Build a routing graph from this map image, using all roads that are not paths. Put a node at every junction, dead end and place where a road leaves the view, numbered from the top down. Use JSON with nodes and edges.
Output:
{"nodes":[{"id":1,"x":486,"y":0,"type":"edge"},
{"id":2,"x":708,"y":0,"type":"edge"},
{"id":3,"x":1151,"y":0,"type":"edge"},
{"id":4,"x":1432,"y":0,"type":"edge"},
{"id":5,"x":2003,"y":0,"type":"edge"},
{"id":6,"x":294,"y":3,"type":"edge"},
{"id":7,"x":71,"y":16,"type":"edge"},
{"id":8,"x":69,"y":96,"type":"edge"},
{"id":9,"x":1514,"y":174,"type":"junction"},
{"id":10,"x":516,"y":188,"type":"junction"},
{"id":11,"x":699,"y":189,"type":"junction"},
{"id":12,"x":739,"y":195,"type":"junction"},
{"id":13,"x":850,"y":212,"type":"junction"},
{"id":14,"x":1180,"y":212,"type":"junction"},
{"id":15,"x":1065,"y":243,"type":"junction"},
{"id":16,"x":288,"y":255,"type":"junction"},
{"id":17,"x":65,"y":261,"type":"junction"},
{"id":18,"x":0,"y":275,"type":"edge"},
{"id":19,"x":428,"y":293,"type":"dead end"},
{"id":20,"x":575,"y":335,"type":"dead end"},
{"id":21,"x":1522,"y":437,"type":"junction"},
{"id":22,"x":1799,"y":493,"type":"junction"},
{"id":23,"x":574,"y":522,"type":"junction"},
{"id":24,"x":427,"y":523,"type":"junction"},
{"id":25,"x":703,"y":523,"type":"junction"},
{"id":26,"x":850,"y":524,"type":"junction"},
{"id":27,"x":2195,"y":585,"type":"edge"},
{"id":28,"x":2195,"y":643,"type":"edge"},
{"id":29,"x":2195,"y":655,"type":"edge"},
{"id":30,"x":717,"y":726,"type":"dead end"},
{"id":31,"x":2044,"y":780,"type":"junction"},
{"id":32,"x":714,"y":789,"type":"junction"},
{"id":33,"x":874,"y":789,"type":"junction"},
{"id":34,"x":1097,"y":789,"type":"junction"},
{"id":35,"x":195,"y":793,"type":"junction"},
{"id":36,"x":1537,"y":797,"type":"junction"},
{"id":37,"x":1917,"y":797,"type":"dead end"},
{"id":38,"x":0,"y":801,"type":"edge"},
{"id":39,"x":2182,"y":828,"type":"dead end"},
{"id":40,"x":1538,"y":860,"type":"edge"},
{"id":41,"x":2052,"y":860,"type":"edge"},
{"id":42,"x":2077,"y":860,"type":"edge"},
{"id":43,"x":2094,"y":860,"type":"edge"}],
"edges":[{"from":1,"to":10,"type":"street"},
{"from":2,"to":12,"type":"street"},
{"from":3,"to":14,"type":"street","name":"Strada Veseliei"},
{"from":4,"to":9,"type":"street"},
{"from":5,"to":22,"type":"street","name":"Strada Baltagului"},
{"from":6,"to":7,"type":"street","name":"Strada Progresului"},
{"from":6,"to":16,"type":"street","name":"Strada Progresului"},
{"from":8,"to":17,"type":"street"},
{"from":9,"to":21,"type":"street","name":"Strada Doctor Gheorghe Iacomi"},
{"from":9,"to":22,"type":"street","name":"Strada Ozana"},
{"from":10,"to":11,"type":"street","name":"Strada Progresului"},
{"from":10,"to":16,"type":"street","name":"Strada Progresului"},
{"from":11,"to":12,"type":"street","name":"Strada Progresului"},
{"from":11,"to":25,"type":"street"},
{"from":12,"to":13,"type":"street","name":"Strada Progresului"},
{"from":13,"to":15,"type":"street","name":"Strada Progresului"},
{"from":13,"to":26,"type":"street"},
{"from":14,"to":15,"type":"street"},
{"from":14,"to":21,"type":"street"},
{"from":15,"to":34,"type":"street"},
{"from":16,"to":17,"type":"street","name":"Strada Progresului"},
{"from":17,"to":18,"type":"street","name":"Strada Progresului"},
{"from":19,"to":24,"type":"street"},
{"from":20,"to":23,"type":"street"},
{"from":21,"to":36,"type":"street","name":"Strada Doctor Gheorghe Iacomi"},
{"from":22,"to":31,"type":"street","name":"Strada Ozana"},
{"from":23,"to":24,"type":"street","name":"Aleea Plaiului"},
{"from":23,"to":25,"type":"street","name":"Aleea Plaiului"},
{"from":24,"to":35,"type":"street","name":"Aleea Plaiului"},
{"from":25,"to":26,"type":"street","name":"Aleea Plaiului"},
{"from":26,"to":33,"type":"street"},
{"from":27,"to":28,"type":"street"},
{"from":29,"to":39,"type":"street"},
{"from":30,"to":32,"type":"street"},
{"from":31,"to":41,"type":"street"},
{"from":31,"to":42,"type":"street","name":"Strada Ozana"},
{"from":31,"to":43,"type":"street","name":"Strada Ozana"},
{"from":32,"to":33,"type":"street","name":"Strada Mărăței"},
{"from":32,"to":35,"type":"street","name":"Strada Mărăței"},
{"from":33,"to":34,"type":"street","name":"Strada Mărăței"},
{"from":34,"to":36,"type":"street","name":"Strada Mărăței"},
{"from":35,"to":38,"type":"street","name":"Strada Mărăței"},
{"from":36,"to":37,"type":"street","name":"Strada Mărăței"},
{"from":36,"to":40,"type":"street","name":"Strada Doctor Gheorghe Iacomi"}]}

-=-=-=-=-

■ WORK REQUEST ■
Take from the material every line that holds "edges".

■ FINAL ANSWER ■
Build a routing graph from this map image, using all roads that are not paths. Put a node at every junction, dead end and place where a road leaves the view, numbered from the top down. Use JSON with nodes and edges.
"edges":[{"from":1,"to":10,"type":"street"},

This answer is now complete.